Cultura como conceito-chave
Vale recordar, pelo menos, que, décadas atrás, o mesmo Kansas era reduto do populismo "progressista" nos EUA -e as pessoas não emburreceram nas últimas décadas. Tampouco basta propor a chamada "solução Laclau": não existe elo "natural" entre uma dada posição socioeconômica e a ideologia a ela ligada; logo, não faz sentido falar em "logro" e "consciência falsa", como se houvesse um padrão de consciência ideológica "apropriada" inscrita na situação socioeconômica muito "objetiva"; cada construção ideológica é fruto de uma luta hegemônica para estabelecer/impor uma cadeia de equivalências, luta essa cujo desenlace é profundamente contingente, não garantido por qualquer referência externa como "posição socioeconômica objetiva". A primeira coisa a observar aqui é que são necessárias duas partes para travar uma guerra cultural: a cultura é também o tópico ideológico dominante dos liberais "esclarecidos" cuja política é focalizada sobre a luta contra o sexismo, o racismo e o fundamentalismo e voltada em favor da tolerância multicultural.
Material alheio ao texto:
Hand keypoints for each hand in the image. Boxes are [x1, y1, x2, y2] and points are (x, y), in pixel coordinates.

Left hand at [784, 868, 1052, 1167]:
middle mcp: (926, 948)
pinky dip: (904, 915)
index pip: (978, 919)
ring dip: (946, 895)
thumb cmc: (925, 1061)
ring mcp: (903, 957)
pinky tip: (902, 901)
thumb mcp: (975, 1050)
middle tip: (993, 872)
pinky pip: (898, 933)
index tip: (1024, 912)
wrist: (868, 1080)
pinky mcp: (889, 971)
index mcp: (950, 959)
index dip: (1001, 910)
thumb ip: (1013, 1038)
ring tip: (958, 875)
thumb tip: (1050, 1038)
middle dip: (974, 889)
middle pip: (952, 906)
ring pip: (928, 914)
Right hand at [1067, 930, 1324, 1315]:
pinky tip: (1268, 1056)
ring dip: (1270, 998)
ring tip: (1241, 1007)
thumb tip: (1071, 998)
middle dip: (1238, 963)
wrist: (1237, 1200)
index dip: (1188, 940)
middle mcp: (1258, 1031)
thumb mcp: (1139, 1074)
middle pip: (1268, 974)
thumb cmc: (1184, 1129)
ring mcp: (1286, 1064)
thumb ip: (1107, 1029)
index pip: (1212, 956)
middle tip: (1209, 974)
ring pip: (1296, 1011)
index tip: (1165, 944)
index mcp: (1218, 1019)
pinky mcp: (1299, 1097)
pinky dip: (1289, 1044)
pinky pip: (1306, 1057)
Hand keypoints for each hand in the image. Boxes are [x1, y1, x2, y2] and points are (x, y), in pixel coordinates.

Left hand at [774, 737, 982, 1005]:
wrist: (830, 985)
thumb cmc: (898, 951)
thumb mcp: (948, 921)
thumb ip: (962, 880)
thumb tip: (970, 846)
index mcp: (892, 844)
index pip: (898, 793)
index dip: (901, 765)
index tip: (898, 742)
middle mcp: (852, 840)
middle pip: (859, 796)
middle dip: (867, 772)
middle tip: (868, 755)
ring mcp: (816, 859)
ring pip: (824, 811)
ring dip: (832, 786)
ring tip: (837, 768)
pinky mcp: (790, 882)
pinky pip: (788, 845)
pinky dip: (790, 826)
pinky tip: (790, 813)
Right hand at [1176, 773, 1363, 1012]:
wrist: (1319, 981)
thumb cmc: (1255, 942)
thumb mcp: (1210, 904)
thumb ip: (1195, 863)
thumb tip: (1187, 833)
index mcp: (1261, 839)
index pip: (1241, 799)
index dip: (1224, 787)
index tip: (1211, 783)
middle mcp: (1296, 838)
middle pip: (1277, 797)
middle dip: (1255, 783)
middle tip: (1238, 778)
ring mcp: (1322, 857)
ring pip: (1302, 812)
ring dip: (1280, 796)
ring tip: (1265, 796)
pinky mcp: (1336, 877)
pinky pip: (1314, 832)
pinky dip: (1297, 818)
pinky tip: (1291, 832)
Assim, a pergunta-chave é: por que a "cultura" está emergindo como nossa categoria central de vida-mundo? Hoje em dia nós não "cremos realmente" mais, apenas observamos (alguns dos) rituais e costumes religiosos em sinal de respeito pelo "estilo de vida" da comunidade à qual pertencemos (judeus não-crentes obedecendo às normas "kasher" "em sinal de respeito à tradição" etc.). "Eu não creio realmente nisso -isso e apenas parte de minha cultura" parece, de fato, ter se tornado o modo predominante da característica de negação ou crença deslocada que é própria de nossos tempos. Embora não acreditemos em Papai Noel, a cada dezembro há uma árvore de Natal em todas as casas e mesmo em todos os locais públicos. "Cultura" é o nome que damos a todas aquelas coisas que praticamos sem acreditar realmente nelas, sem "levá-las a sério". A segunda coisa a observar é como, ao mesmo tempo em que declaram sua solidariedade para com os pobres, os liberais codificam a guerra cultural com uma mensagem de classes oposta: com grande freqüência, sua luta pela tolerância multicultural e os direitos das mulheres marca a posição oposta aos alegados fundamentalismo, intolerância e sexismo patriarcal das "classes mais baixas".

Termos mediadores
Para desfazer o nó dessa confusão é preciso focalizar os termos mediadores cuja função é confundir as verdadeiras linhas divisórias. A maneira como a "modernização" vem sendo utilizada na ofensiva ideológica recente é exemplar a esse respeito: primeiro, é erguida uma oposição abstrata entre "modernizadores" (aqueles que endossam o capitalismo global sob todos os seus aspectos, desde o econômico até o cultural) e "tradicionalistas" (os que resistem à globalização). Em seguida, são atirados nessa categoria daqueles que resistem todos desde os conservadores tradicionais e a direita populista até a chamada "velha esquerda" (cujos proponentes continuem a defender o Estado de Bem-Estar Social, o movimento sindical etc.).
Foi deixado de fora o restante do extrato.